Los organismos de derechos humanos, como se hizo evidente, tuvieron varias escisiones de hondo significado. ¿Había que identificar los osarios? ¿Poner nombres en los pañuelos? Hebe, siempre excesiva, limítrofe, trascendental, puso los grandes temas y los grandes abismos. Dionisíaca, no apolínea. Corrió los riesgos más inconcebibles, exploró lo alto y lo bajo. Colocó todo ante lo más explicable y lo más inexplicable. Nora rechazó la incomodidad de sostener relaciones gubernamentales, cualesquiera que fueran. Estela hizo una fina diplomacia al servicio de reparaciones elementales, de inmediato comprendidas por el mundo entero. Sería largo e incómodo hablar de todo esto. Lo explica bien Ulises Gorini en su historia de la Madres. Se demostraba que los derechos humanos, con sus hondos debates y penumbras, eran la forma específica de la sociedad argentina para pensar su existencia colectiva. Mucho más allá de las críticas comprensibles de Alain Badiou –amigo de los movimientos sociales argentinos– que las desarrollaba en su minoritaria tarea de demostrar el hilo “capitalista burgués” que atraviesa la idea abstracta de “derechos humanos”. Pero Badiou, creo, comprende que aquí no era de esta manera.
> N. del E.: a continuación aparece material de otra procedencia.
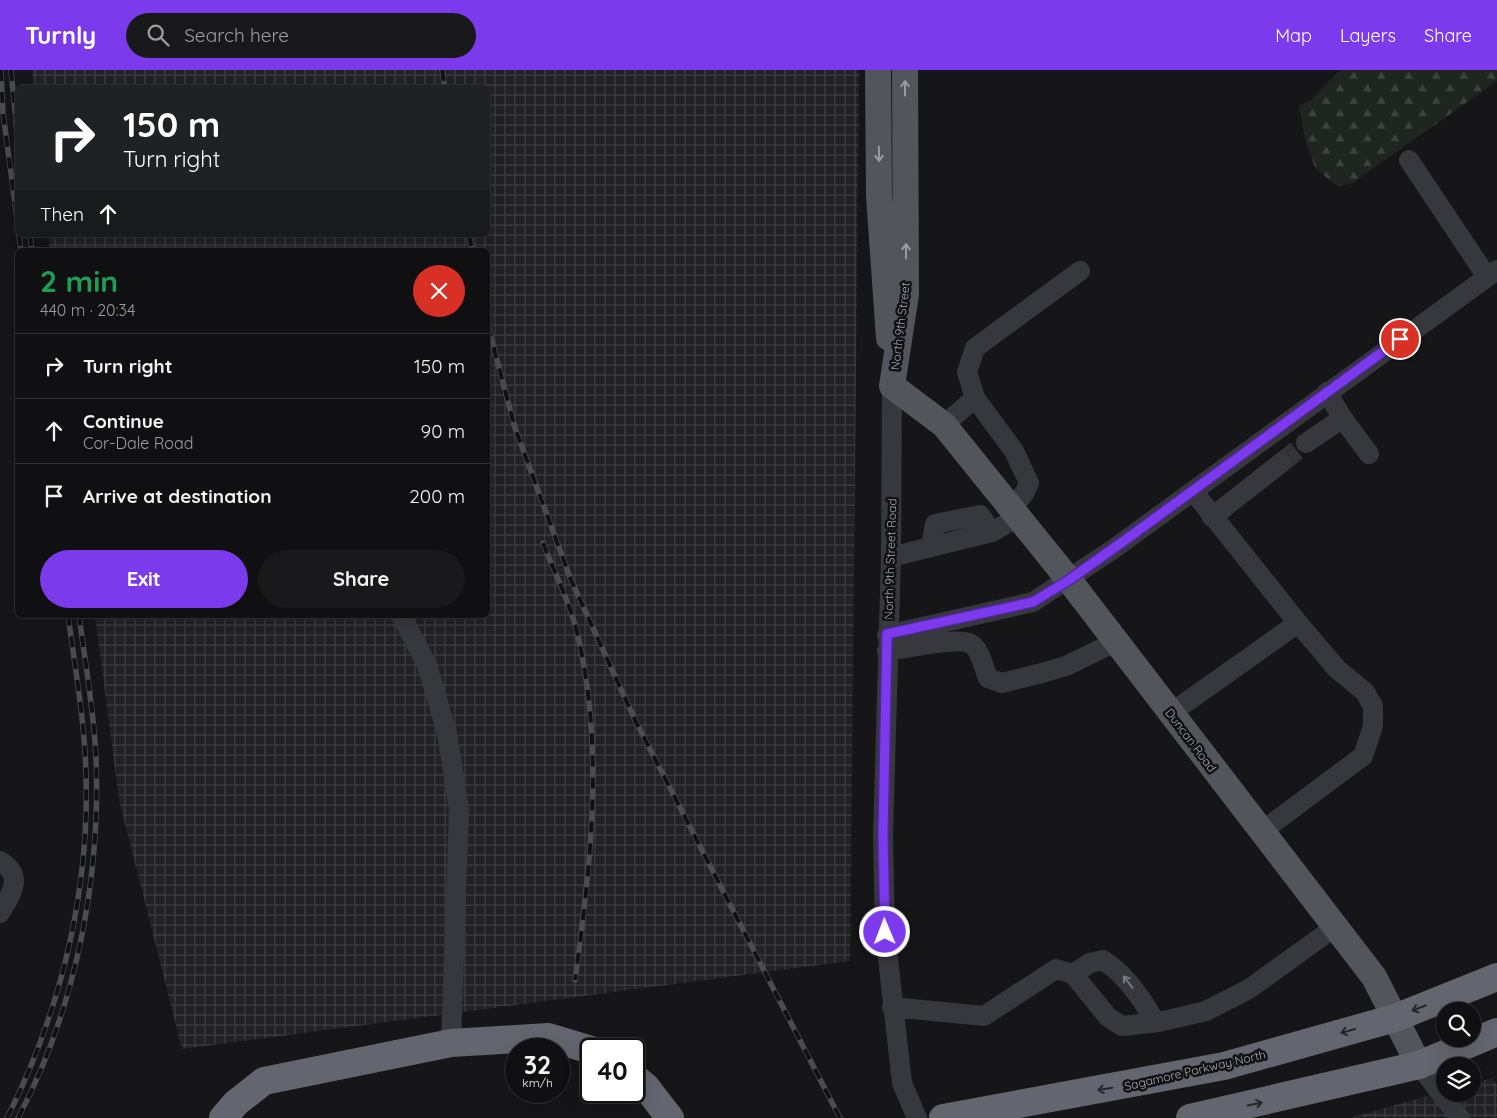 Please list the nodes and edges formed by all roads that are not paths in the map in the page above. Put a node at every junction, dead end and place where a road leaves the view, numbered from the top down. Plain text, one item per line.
1 (878, 70) edge
2 (904, 70) edge
3 (1409, 160) dead end
4 (1080, 271) dead end
5 (1492, 274) edge
6 (892, 386) junction
7 (1327, 392) junction
8 (975, 398) junction
9 (1341, 416) junction
10 (944, 425) junction
11 (1306, 443) tunnel mouth
12 (1369, 454) dead end
13 (1281, 463) tunnel mouth
14 (1193, 491) junction
15 (1015, 514) junction
16 (1212, 517) junction
17 (891, 557) junction
18 (1069, 580) junction
19 (403, 618) edge
20 (1298, 623) junction
21 (1115, 642) junction
22 (887, 643) junction
23 (1171, 713) junction
24 (1261, 832) junction
25 (6, 866) edge
26 (0, 913) edge
27 (1335, 927) junction
28 (1074, 974) junction
29 (1497, 977) edge
30 (892, 1007) junction
31 (1395, 1018) junction
32 (1155, 1022) junction
33 (1497, 1032) edge
34 (452, 1043) junction
35 (580, 1047) edge
36 (1420, 1065) junction
37 (264, 1081) junction
38 (645, 1086) edge
39 (223, 1118) edge
40 (245, 1118) edge
41 (670, 1118) edge
42 (917, 1118) edge
43 (943, 1118) edge
44 (1190, 1118) edge
45 (1460, 1118) edge

1 -> 6 main road, North 9th Street
6 -> 2 main road, North 9th Street
3 - 5 street
4 - 8 street
5 - 7 street
6 - 10 main road, Duncan Road
6 - 17 street, North 9th Street Road
7 - 9 street
7 - 14 street
8 - 10 street
8 - 15 street
9 - 11 street
9 - 12 street
10 - 15 main road, Duncan Road
13 - 16 street
14 - 16 street
14 - 18 street
15 - 17 street
15 - 18 main road, Duncan Road
16 - 20 street
17 - 22 street, North 9th Street Road
18 - 21 main road, Duncan Road
18 - 22 street
19 - 34 street
20 - 23 street
20 - 24 street
21 - 22 street
21 - 23 main road, Duncan Road
22 - 30 street, North 9th Street Road
23 - 24 main road, Duncan Road
24 - 27 main road, Duncan Road
25 - 26 street
27 - 31 main road, Duncan Road
27 - 32 street
28 - 30 street
28 - 32 street
32 -> 28 street
29 -> 31 highway, Sagamore Parkway North
30 - 42 street, North 9th Street Road
31 - 36 main road, Duncan Road
31 -> 43 highway, Sagamore Parkway North
33 - 36 highway
34 - 35 highway
34 - 37 highway
44 -> 36 highway
36 - 45 street, Duncan Road
37 - 39 highway
37 - 40 highway
38 - 41 highway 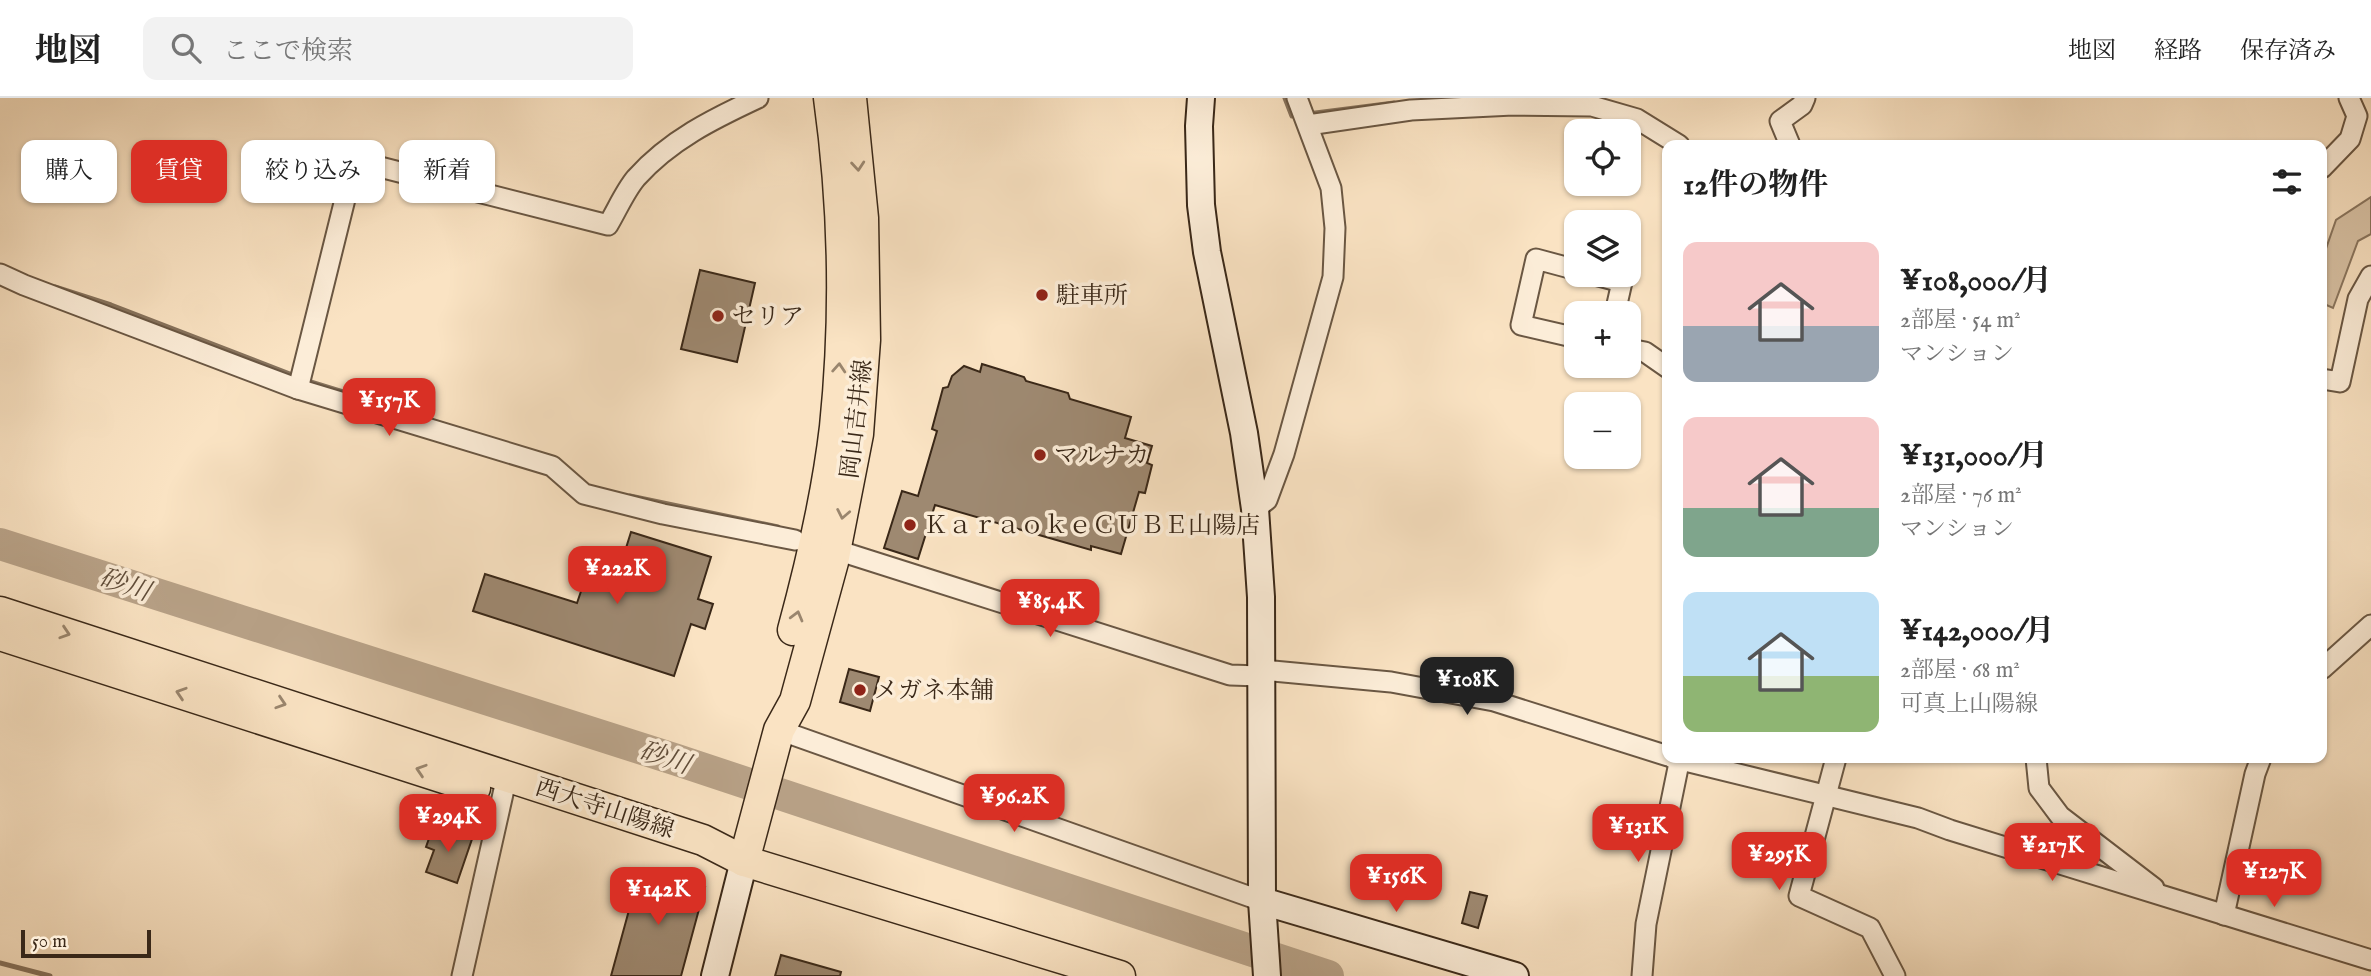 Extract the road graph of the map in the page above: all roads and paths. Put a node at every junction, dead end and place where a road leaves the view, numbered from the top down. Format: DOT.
graph roads {
  1 [pos="758,98"];
  2 [pos="829,98"];
  3 [pos="851,98"];
  4 [pos="1201,98"];
  5 [pos="1297,98"];
  6 [pos="1805,98"];
  7 [pos="2349,98"];
  8 [pos="1308,125"];
  9 [pos="1671,140"];
  10 [pos="1788,140"];
  11 [pos="2327,163"];
  12 [pos="1564,267"];
  13 [pos="0,274"];
  14 [pos="2371,276"];
  15 [pos="1564,335"];
  16 [pos="1641,351"];
  17 [pos="1662,364"];
  18 [pos="2327,380"];
  19 [pos="298,389"];
  20 [pos="1255,509"];
  21 [pos="794,540"];
  22 [pos="849,554"];
  23 [pos="0,612"];
  24 [pos="2371,626"];
  25 [pos="0,635"];
  26 [pos="2327,665"];
  27 [pos="1260,676"];
  28 [pos="779,730"];
  29 [pos="1662,754"];
  30 [pos="1674,763"];
  31 [pos="1695,763"];
  32 [pos="1835,763"];
  33 [pos="2036,763"];
  34 [pos="2259,763"];
  35 [pos="504,786"];
  36 [pos="1825,796"];
  37 [pos="747,849"];
  38 [pos="2166,897"];
  39 [pos="1264,911"];
  40 [pos="2224,915"];
  41 [pos="2371,960"];
  42 [pos="1055,966"];
  43 [pos="461,976"];
  44 [pos="715,976"];
  45 [pos="1119,976"];
  46 [pos="1267,976"];
  47 [pos="1515,976"];
  48 [pos="1642,976"];
  49 [pos="1895,976"];
  1 -- 19 [label="street"];
  28 -- 2 [label="main road, 岡山吉井線, one-way"];
  3 -- 28 [label="main road, 岡山吉井線, one-way"];
  4 -- 20 [label="street"];
  5 -- 8 [label="street"];
  6 -- 10 [label="street"];
  7 -- 11 [label="street"];
  8 -- 9 [label="street"];
  8 -- 20 [label="street"];
  12 -- 15 [label="street"];
  13 -- 19 [label="street"];
  14 -- 18 [label="street"];
  16 -- 17 [label="street"];
  19 -- 21 [label="street"];
  20 -- 27 [label="street"];
  22 -- 27 [label="street"];
  23 -- 35 [label="main road, 西大寺山陽線, one-way"];
  24 -- 26 [label="street"];
  35 -- 25 [label="main road, 西大寺山陽線, one-way"];
  27 -- 29 [label="street"];
  27 -- 39 [label="street"];
  28 -- 37 [label="main road, 岡山吉井線"];
  28 -- 39 [label="street"];
  30 -- 48 [label="street"];
  31 -- 36 [label="street"];
  32 -- 36 [label="street"];
  33 -- 38 [label="street"];
  34 -- 40 [label="street"];
  35 -- 37 [label="main road, 西大寺山陽線"];
  35 -- 43 [label="street"];
  36 -- 38 [label="street"];
  36 -- 49 [label="street"];
  37 -- 42 [label="main road"];
  37 -- 44 [label="street"];
  38 -- 40 [label="street"];
  39 -- 46 [label="street"];
  39 -- 47 [label="street"];
  40 -- 41 [label="street"];
  42 -- 45 [label="main road"];
}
De ahí sus charlas en las asociaciones de derechos humanos argentinas y su difícil tarea ante un público francés cada vez menos dispuesto a escuchar estos temas.
Decir la causa de esta situación lleva a reflexionar sobre el eclipse filosófico de Francia. Esta indiferencia se conjuga con otra forma de la captura de todo tema por la globalización, o bien por la “protocolización” o “judicialización de los conflictos”, lo que no impide sino al contrario que estos sean, en el planeta, cada vez más sangrientos. También queda arrollado el socialismo frugal de Hollande, que pudo ir del Parque de la Memoria a la cancha de Boca sin ninguna pregunta inquietante de por medio. Hizo lo correcto, cumplió el dictado de la diplomacia. ¿No es nuestro amicus curiae frente a Griesa? Ahí está su entusiasmo actual, que se demuestra más activo ahora, según veo. Estamos lejos de Mitterrand.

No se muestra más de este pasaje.